● **Directions**
The reply must consist of the complete listing, reproduced exactly, with no images included.

● **Dataset**

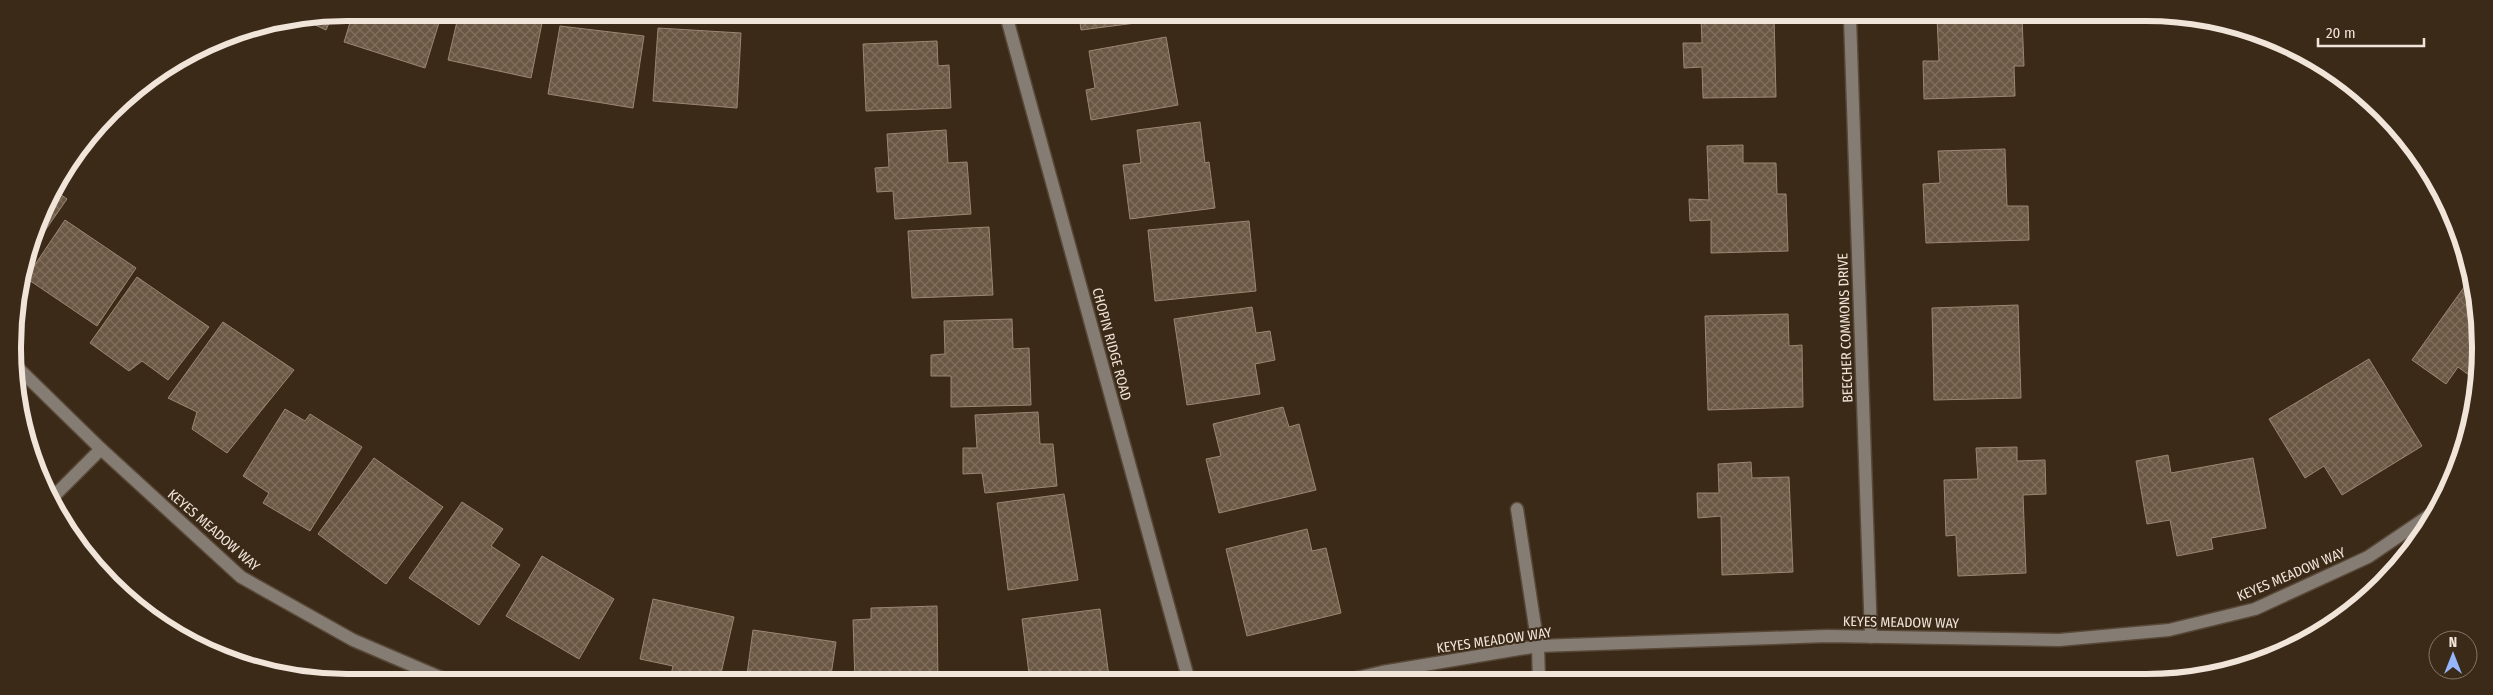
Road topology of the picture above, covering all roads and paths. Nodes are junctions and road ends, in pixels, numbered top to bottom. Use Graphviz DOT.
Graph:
graph roads {
  1 [pos="1008,21"];
  2 [pos="1850,21"];
  3 [pos="22,372"];
  4 [pos="101,449"];
  5 [pos="56,494"];
  6 [pos="1517,509"];
  7 [pos="2422,520"];
  8 [pos="1871,637"];
  9 [pos="1538,646"];
  10 [pos="433,674"];
  11 [pos="1186,674"];
  12 [pos="1373,674"];
  13 [pos="1539,674"];
  1 -- 11 [label="street, CHOPIN RIDGE ROAD"];
  2 -- 8 [label="street, BEECHER COMMONS DRIVE"];
  3 -- 4 [label="street, KEYES MEADOW WAY"];
  4 -- 5 [label="street"];
  4 -- 10 [label="street, KEYES MEADOW WAY"];
  6 -- 9 [label="street"];
  7 -- 8 [label="street, KEYES MEADOW WAY"];
  8 -- 9 [label="street, KEYES MEADOW WAY"];
  9 -- 12 [label="street, KEYES MEADOW WAY"];
  9 -- 13 [label="street"];
}
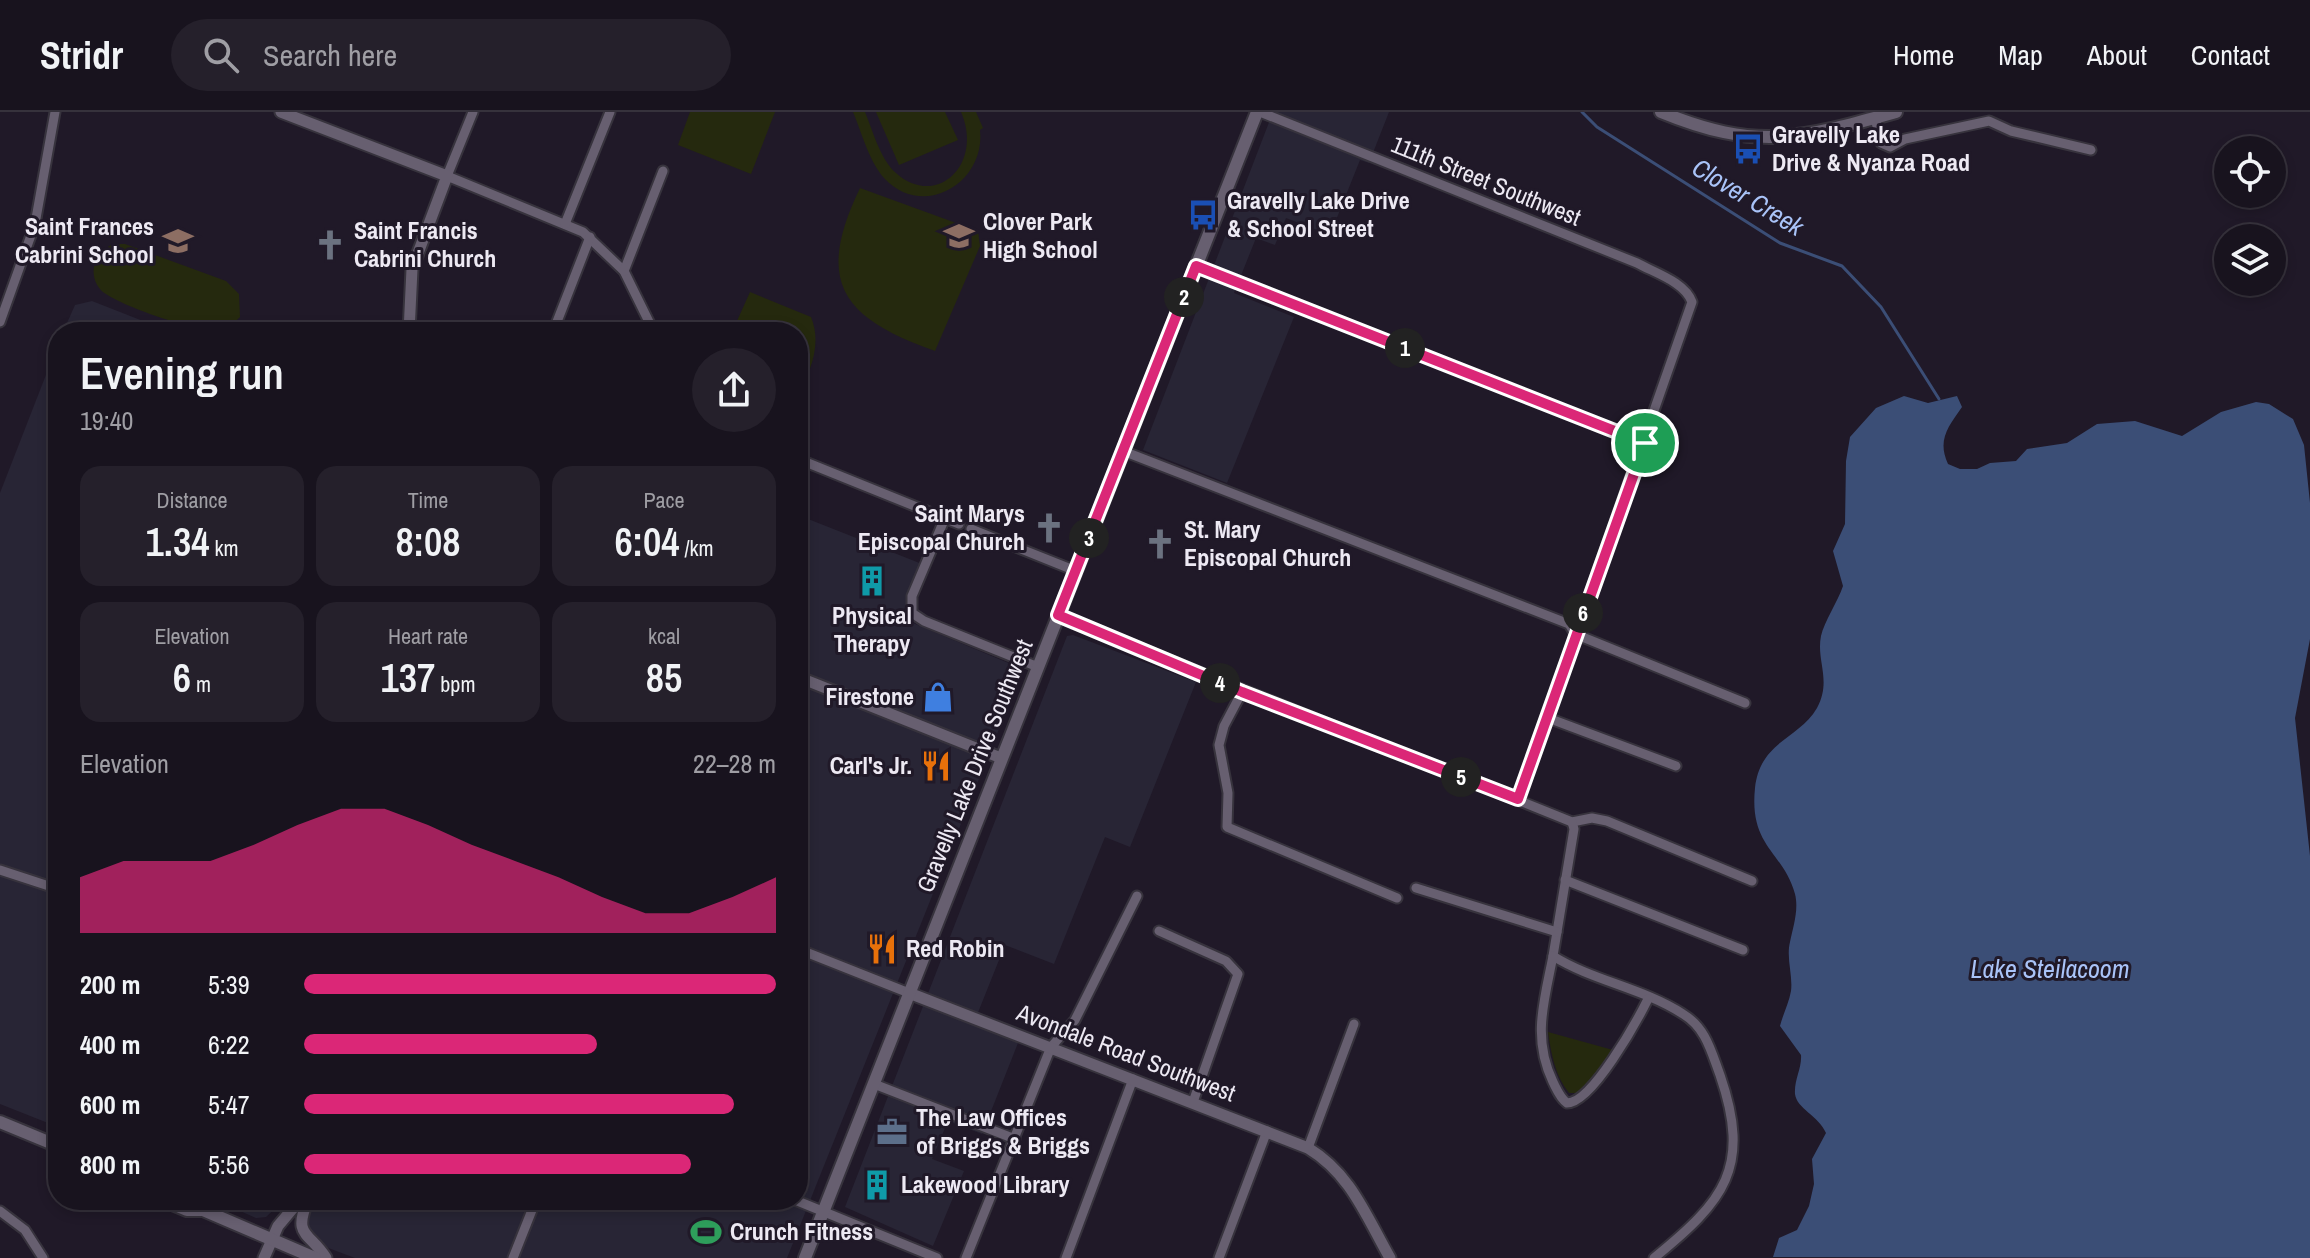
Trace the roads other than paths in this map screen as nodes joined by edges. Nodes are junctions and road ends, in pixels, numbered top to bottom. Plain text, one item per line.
1 (55, 112) edge
2 (281, 112) edge
3 (610, 112) edge
4 (1258, 112) edge
5 (1896, 112) edge
6 (468, 113) edge
7 (1665, 113) edge
8 (1875, 118) junction
9 (2091, 150) dead end
10 (663, 171) dead end
11 (447, 176) junction
12 (565, 224) junction
13 (590, 237) junction
14 (1196, 266) junction
15 (624, 271) junction
16 (0, 322) edge
17 (409, 322) edge
18 (557, 322) edge
19 (649, 322) edge
20 (1645, 443) junction
21 (1123, 451) junction
22 (808, 463) edge
23 (945, 518) junction
24 (959, 524) dead end
25 (971, 529) dead end
26 (1076, 571) junction
27 (1058, 615) junction
28 (1575, 634) junction
29 (1038, 667) junction
30 (808, 681) edge
31 (1242, 692) junction
32 (1745, 703) dead end
33 (1548, 718) junction
34 (1001, 758) junction
35 (1676, 766) dead end
36 (1518, 799) junction
37 (1572, 822) junction
38 (0, 870) edge
39 (1565, 880) junction
40 (1752, 881) dead end
41 (48, 886) edge
42 (1416, 888) dead end
43 (1137, 896) dead end
44 (1397, 898) dead end
45 (1159, 931) dead end
46 (1557, 932) junction
47 (1743, 950) dead end
48 (808, 953) edge
49 (1553, 956) junction
50 (909, 993) junction
51 (1648, 999) junction
52 (1354, 1024) dead end
53 (1051, 1047) junction
54 (1133, 1079) junction
55 (874, 1084) junction
56 (1193, 1102) junction
57 (0, 1122) edge
58 (1267, 1131) junction
59 (1015, 1139) junction
60 (48, 1142) edge
61 (1308, 1148) junction
62 (808, 1206) edge
63 (209, 1210) edge
64 (292, 1210) edge
65 (305, 1210) edge
66 (532, 1210) edge
67 (0, 1211) edge
68 (823, 1214) junction
69 (272, 1240) junction
70 (43, 1258) edge
71 (264, 1258) edge
72 (315, 1258) edge
73 (326, 1258) edge
74 (513, 1258) edge
75 (805, 1258) edge
76 (937, 1258) edge
77 (966, 1258) edge
78 (1066, 1258) edge
79 (1219, 1258) edge
80 (1390, 1258) edge
81 (1654, 1258) edge

1 - 16 street
2 - 11 street
3 - 12 street
4 - 14 main road, Gravelly Lake Drive Southwest
4 - 20 street, 111th Street Southwest
5 - 8 main road
6 - 11 street
7 - 8 main road
8 - 9 street
10 - 15 street
11 - 12 street
11 - 17 street
12 - 13 street
13 - 15 street
13 - 18 street
14 - 20 street
14 - 21 main road, Gravelly Lake Drive Southwest
15 - 19 street
20 - 28 street
21 - 26 main road, Gravelly Lake Drive Southwest
21 - 28 street
22 - 23 street
23 - 24 street
23 - 29 street
25 - 26 street
26 - 27 main road, Gravelly Lake Drive Southwest
27 - 29 main road, Gravelly Lake Drive Southwest
27 - 31 street
28 - 32 street
28 - 33 street
29 - 34 main road, Gravelly Lake Drive Southwest
30 - 34 street
31 - 36 street
31 - 44 street
33 - 35 street
33 - 36 street
34 - 50 main road, Gravelly Lake Drive Southwest
36 - 37 street
37 - 39 street
37 - 40 street
38 - 41 street
39 - 46 street
39 - 47 street
42 - 46 street
43 - 53 street
45 - 56 street
46 - 49 street
48 - 50 street, Avondale Road Southwest
49 - 51 street
49 - 51 street
50 - 53 street, Avondale Road Southwest
50 - 55 main road, Gravelly Lake Drive Southwest
51 - 81 street
52 - 61 street
53 - 54 street, Avondale Road Southwest
53 - 59 street
54 - 56 street, Avondale Road Southwest
54 - 78 street
55 - 59 street
55 - 68 main road, Gravelly Lake Drive Southwest
56 - 58 street, Avondale Road Southwest
57 - 60 main road
58 - 61 street, Avondale Road Southwest
58 - 79 street
59 - 77 street
61 - 80 street, Avondale Road Southwest
62 - 68 street
63 - 69 main road
64 - 69 street
65 - 73 street
66 - 74 street
67 - 70 street
68 - 75 main road, Gravelly Lake Drive Southwest
68 - 76 street
69 - 71 street
69 - 72 main road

● **Solution for this exercise**
Road topology of the picture above, covering all roads and paths. Nodes are junctions and road ends, in pixels, numbered top to bottom. Use Graphviz DOT.
Graph:
graph roads {
  1 [pos="1008,21"];
  2 [pos="1850,21"];
  3 [pos="22,372"];
  4 [pos="101,449"];
  5 [pos="56,494"];
  6 [pos="1517,509"];
  7 [pos="2422,520"];
  8 [pos="1871,637"];
  9 [pos="1538,646"];
  10 [pos="433,674"];
  11 [pos="1186,674"];
  12 [pos="1373,674"];
  13 [pos="1539,674"];
  1 -- 11 [label="street, CHOPIN RIDGE ROAD"];
  2 -- 8 [label="street, BEECHER COMMONS DRIVE"];
  3 -- 4 [label="street, KEYES MEADOW WAY"];
  4 -- 5 [label="street"];
  4 -- 10 [label="street, KEYES MEADOW WAY"];
  6 -- 9 [label="street"];
  7 -- 8 [label="street, KEYES MEADOW WAY"];
  8 -- 9 [label="street, KEYES MEADOW WAY"];
  9 -- 12 [label="street, KEYES MEADOW WAY"];
  9 -- 13 [label="street"];
}
Trace the roads other than paths in this map screen as nodes joined by edges. Nodes are junctions and road ends, in pixels, numbered top to bottom. Plain text, one item per line.
1 (55, 112) edge
2 (281, 112) edge
3 (610, 112) edge
4 (1258, 112) edge
5 (1896, 112) edge
6 (468, 113) edge
7 (1665, 113) edge
8 (1875, 118) junction
9 (2091, 150) dead end
10 (663, 171) dead end
11 (447, 176) junction
12 (565, 224) junction
13 (590, 237) junction
14 (1196, 266) junction
15 (624, 271) junction
16 (0, 322) edge
17 (409, 322) edge
18 (557, 322) edge
19 (649, 322) edge
20 (1645, 443) junction
21 (1123, 451) junction
22 (808, 463) edge
23 (945, 518) junction
24 (959, 524) dead end
25 (971, 529) dead end
26 (1076, 571) junction
27 (1058, 615) junction
28 (1575, 634) junction
29 (1038, 667) junction
30 (808, 681) edge
31 (1242, 692) junction
32 (1745, 703) dead end
33 (1548, 718) junction
34 (1001, 758) junction
35 (1676, 766) dead end
36 (1518, 799) junction
37 (1572, 822) junction
38 (0, 870) edge
39 (1565, 880) junction
40 (1752, 881) dead end
41 (48, 886) edge
42 (1416, 888) dead end
43 (1137, 896) dead end
44 (1397, 898) dead end
45 (1159, 931) dead end
46 (1557, 932) junction
47 (1743, 950) dead end
48 (808, 953) edge
49 (1553, 956) junction
50 (909, 993) junction
51 (1648, 999) junction
52 (1354, 1024) dead end
53 (1051, 1047) junction
54 (1133, 1079) junction
55 (874, 1084) junction
56 (1193, 1102) junction
57 (0, 1122) edge
58 (1267, 1131) junction
59 (1015, 1139) junction
60 (48, 1142) edge
61 (1308, 1148) junction
62 (808, 1206) edge
63 (209, 1210) edge
64 (292, 1210) edge
65 (305, 1210) edge
66 (532, 1210) edge
67 (0, 1211) edge
68 (823, 1214) junction
69 (272, 1240) junction
70 (43, 1258) edge
71 (264, 1258) edge
72 (315, 1258) edge
73 (326, 1258) edge
74 (513, 1258) edge
75 (805, 1258) edge
76 (937, 1258) edge
77 (966, 1258) edge
78 (1066, 1258) edge
79 (1219, 1258) edge
80 (1390, 1258) edge
81 (1654, 1258) edge

1 - 16 street
2 - 11 street
3 - 12 street
4 - 14 main road, Gravelly Lake Drive Southwest
4 - 20 street, 111th Street Southwest
5 - 8 main road
6 - 11 street
7 - 8 main road
8 - 9 street
10 - 15 street
11 - 12 street
11 - 17 street
12 - 13 street
13 - 15 street
13 - 18 street
14 - 20 street
14 - 21 main road, Gravelly Lake Drive Southwest
15 - 19 street
20 - 28 street
21 - 26 main road, Gravelly Lake Drive Southwest
21 - 28 street
22 - 23 street
23 - 24 street
23 - 29 street
25 - 26 street
26 - 27 main road, Gravelly Lake Drive Southwest
27 - 29 main road, Gravelly Lake Drive Southwest
27 - 31 street
28 - 32 street
28 - 33 street
29 - 34 main road, Gravelly Lake Drive Southwest
30 - 34 street
31 - 36 street
31 - 44 street
33 - 35 street
33 - 36 street
34 - 50 main road, Gravelly Lake Drive Southwest
36 - 37 street
37 - 39 street
37 - 40 street
38 - 41 street
39 - 46 street
39 - 47 street
42 - 46 street
43 - 53 street
45 - 56 street
46 - 49 street
48 - 50 street, Avondale Road Southwest
49 - 51 street
49 - 51 street
50 - 53 street, Avondale Road Southwest
50 - 55 main road, Gravelly Lake Drive Southwest
51 - 81 street
52 - 61 street
53 - 54 street, Avondale Road Southwest
53 - 59 street
54 - 56 street, Avondale Road Southwest
54 - 78 street
55 - 59 street
55 - 68 main road, Gravelly Lake Drive Southwest
56 - 58 street, Avondale Road Southwest
57 - 60 main road
58 - 61 street, Avondale Road Southwest
58 - 79 street
59 - 77 street
61 - 80 street, Avondale Road Southwest
62 - 68 street
63 - 69 main road
64 - 69 street
65 - 73 street
66 - 74 street
67 - 70 street
68 - 75 main road, Gravelly Lake Drive Southwest
68 - 76 street
69 - 71 street
69 - 72 main road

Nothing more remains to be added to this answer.